━━━ Extracted records
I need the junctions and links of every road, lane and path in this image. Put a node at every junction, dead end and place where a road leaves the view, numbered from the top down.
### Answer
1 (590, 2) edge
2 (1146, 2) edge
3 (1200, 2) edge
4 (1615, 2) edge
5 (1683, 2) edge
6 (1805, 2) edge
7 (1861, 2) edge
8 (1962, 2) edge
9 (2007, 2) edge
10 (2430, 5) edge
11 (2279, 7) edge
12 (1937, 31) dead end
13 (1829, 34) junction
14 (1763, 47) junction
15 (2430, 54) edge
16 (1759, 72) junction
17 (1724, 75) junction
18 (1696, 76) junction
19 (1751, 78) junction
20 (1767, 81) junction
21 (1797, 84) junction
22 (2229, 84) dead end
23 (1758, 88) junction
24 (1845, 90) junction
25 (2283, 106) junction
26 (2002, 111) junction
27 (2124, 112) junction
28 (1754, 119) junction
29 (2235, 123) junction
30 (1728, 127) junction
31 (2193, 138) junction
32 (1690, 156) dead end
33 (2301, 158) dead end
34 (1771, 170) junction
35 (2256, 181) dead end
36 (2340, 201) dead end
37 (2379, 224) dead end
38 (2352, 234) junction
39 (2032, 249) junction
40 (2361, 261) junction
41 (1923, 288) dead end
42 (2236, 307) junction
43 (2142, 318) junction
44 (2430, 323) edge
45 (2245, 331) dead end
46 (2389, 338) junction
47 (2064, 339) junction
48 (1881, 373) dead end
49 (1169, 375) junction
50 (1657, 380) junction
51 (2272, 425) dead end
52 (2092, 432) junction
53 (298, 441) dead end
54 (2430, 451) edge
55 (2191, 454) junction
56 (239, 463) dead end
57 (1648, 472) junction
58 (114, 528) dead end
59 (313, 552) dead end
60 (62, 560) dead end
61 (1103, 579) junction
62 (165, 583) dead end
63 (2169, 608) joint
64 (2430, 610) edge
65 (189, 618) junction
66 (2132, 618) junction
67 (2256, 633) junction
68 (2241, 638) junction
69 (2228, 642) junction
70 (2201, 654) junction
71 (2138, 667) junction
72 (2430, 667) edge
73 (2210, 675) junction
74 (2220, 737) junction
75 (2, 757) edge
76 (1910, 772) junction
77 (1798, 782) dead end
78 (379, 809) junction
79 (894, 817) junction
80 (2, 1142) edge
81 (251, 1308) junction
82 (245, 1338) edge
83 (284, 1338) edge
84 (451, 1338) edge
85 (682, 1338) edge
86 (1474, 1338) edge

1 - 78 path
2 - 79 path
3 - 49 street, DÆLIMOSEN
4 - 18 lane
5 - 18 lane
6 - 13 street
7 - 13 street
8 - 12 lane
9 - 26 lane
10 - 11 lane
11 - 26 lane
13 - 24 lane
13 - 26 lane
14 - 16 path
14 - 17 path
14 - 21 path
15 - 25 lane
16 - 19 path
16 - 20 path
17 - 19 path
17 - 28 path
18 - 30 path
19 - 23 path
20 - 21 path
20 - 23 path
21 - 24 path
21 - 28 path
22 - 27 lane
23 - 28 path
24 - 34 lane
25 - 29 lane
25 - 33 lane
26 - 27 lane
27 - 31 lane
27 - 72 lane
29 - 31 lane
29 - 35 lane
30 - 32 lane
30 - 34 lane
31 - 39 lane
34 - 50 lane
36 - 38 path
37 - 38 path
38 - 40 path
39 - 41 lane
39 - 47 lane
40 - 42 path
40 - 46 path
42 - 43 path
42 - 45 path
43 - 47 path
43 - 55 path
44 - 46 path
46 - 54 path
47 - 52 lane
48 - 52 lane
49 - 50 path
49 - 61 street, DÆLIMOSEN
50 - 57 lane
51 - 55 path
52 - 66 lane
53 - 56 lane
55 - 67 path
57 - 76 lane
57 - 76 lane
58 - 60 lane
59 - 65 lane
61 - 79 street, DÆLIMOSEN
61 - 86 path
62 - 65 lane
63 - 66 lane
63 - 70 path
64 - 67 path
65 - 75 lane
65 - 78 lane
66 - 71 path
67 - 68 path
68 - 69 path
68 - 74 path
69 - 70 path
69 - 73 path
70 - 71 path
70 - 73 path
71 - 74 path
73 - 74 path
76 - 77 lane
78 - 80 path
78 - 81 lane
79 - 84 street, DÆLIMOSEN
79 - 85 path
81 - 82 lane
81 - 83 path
━━━━━━
*Your goal:* Count the lines above that contain the word "street". Give only the number.

*Answer to this problem:* 6